How to estimate the highest power of 2 in the partial sum of 2-adic $\log(-1)$ ( $\sum_{i=1}^n\frac{2^i}{i}$)?

Question

The estimate I wanna get is $$v_2(\sum_{i=1}^n\frac{2^i}{i})\geq\min_{t\geq n+1}\{t-v_2(t)\}\tag{*}$$ where $v_2$ is the highest power of 2 defined on $\mathbb{Q}$.

Set $$S_n:=\sum_{i=1}^n\frac{2^i}{i}.$$

One knows that $$\log(-1)=\log(1+(-2))\equiv -\sum_{i=1}^n\frac{2^i}{i}+\text{multiples of }2^{n+1}\equiv -\sum_{i=1}^n\frac{2^i}{i}\mod 2^{n+1}$$ so we have$$ 0=2\log(-1)\equiv-2S_n\mod 2^{n+1} $$ which means $$ v_2(2S_n)\geq n+1. $$

So we might get $v_2(S_n)\geq n$.

But I still get trouble showing the inequility (*).

Answer 1

Remember the "ultrametric" inequality $v(a+b)\ge min(v(a),v(b))$ and, in case $v(a) \neq v(b)$, we even have $v(a+b) = min(v(a),v(b))$.

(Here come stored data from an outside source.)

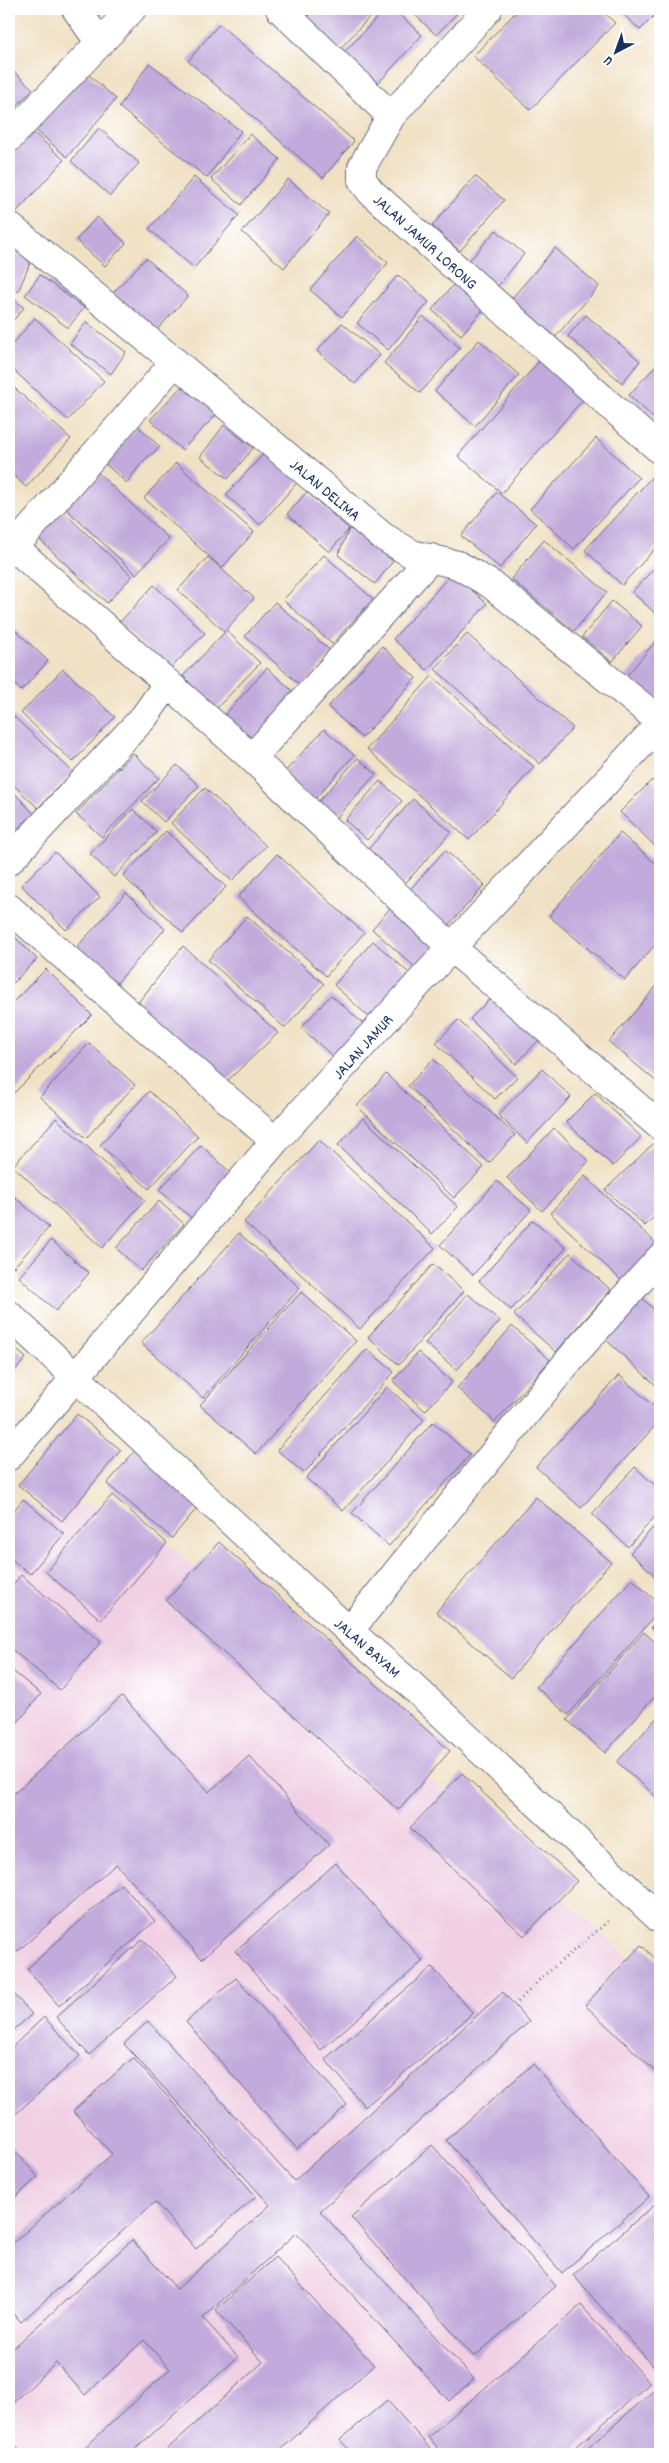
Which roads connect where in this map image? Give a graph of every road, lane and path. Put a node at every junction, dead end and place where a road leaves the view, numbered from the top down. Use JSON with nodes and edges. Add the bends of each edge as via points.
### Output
{"nodes":[{"id":1,"x":76,"y":9,"type":"edge"},
{"id":2,"x":132,"y":9,"type":"edge"},
{"id":3,"x":280,"y":9,"type":"edge"},
{"id":4,"x":488,"y":9,"type":"edge"},
{"id":5,"x":100,"y":42,"type":"junction"},
{"id":6,"x":391,"y":116,"type":"junction"},
{"id":7,"x":9,"y":138,"type":"edge"},
{"id":8,"x":9,"y":226,"type":"edge"},
{"id":9,"x":175,"y":362,"type":"junction"},
{"id":10,"x":660,"y":450,"type":"edge"},
{"id":11,"x":11,"y":550,"type":"edge"},
{"id":12,"x":431,"y":558,"type":"junction"},
{"id":13,"x":168,"y":683,"type":"junction"},
{"id":14,"x":660,"y":723,"type":"edge"},
{"id":15,"x":252,"y":758,"type":"junction"},
{"id":16,"x":9,"y":861,"type":"edge"},
{"id":17,"x":9,"y":908,"type":"edge"},
{"id":18,"x":452,"y":948,"type":"junction"},
{"id":19,"x":660,"y":1126,"type":"edge"},
{"id":20,"x":275,"y":1142,"type":"junction"},
{"id":21,"x":660,"y":1258,"type":"edge"},
{"id":22,"x":9,"y":1315,"type":"edge"},
{"id":23,"x":74,"y":1377,"type":"junction"},
{"id":24,"x":9,"y":1456,"type":"edge"},
{"id":25,"x":349,"y":1631,"type":"junction"},
{"id":26,"x":638,"y":1897,"type":"junction"},
{"id":27,"x":660,"y":1919,"type":"edge"},
{"id":28,"x":518,"y":2002,"type":"dead end"}],
"edges":[{"from":1,"to":5,"type":"street"},
{"from":2,"to":5,"type":"street"},
{"from":3,"to":6,"type":"street"},
{"from":4,"to":6,"type":"street","name":"JALAN JAMUR LORONG"},
{"from":5,"to":7,"type":"street"},
{"from":6,"to":10,"type":"street","name":"JALAN JAMUR LORONG","via":[[362,167],[362,180],[371,192]]},
{"from":8,"to":9,"type":"street","name":"JALAN DELIMA"},
{"from":9,"to":11,"type":"street"},
{"from":9,"to":12,"type":"street","name":"JALAN DELIMA","via":[[382,536],[401,549]]},
{"from":11,"to":13,"type":"street"},
{"from":12,"to":14,"type":"street","name":"JALAN DELIMA","via":[[458,565],[492,585]]},
{"from":12,"to":15,"type":"street"},
{"from":13,"to":15,"type":"street"},
{"from":13,"to":16,"type":"street","via":[[144,717]]},
{"from":14,"to":18,"type":"street","name":"JALAN JAMUR"},
{"from":15,"to":18,"type":"street"},
{"from":17,"to":20,"type":"street"},
{"from":18,"to":19,"type":"street"},
{"from":18,"to":20,"type":"street","name":"JALAN JAMUR"},
{"from":20,"to":23,"type":"street","name":"JALAN JAMUR"},
{"from":21,"to":25,"type":"street","via":[[575,1353]]},
{"from":22,"to":23,"type":"street","name":"JALAN BAYAM"},
{"from":23,"to":24,"type":"street","name":"JALAN JAMUR"},
{"from":23,"to":25,"type":"street","name":"JALAN BAYAM"},
{"from":25,"to":26,"type":"street","name":"JALAN BAYAM","via":[[408,1681]]},
{"from":26,"to":27,"type":"street","name":"JALAN BAYAM"},
{"from":26,"to":28,"type":"path"}]}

Because as you say $0 =\displaystyle \sum_{i=1}^\infty \dfrac{2^i}{i}$, this implies for any $n \in \mathbb N$: $$v_2(\displaystyle \sum_{i=1}^n\dfrac{2^i}{i}) = v_2(\displaystyle \sum_{t=n+1}^\infty \dfrac{2^t}{t}).$$

Now since further $v_2(\dfrac{2^t}{t}) = t-v_2(t)$, you only have to show that the term on the right is $$\ge \min_{t\ge n+1}(v_2(\dfrac{2^t}{t}))$$ which again follows from our ultrametric inequality and, to be rigorous, from the fact that the series converges i.e. that the individual summands go to zero i.e. their valuations go to $\infty$ for $t\to\infty$, i.e. the minimum exists and you can cut off the series anywhere after it without changing the series' valuation.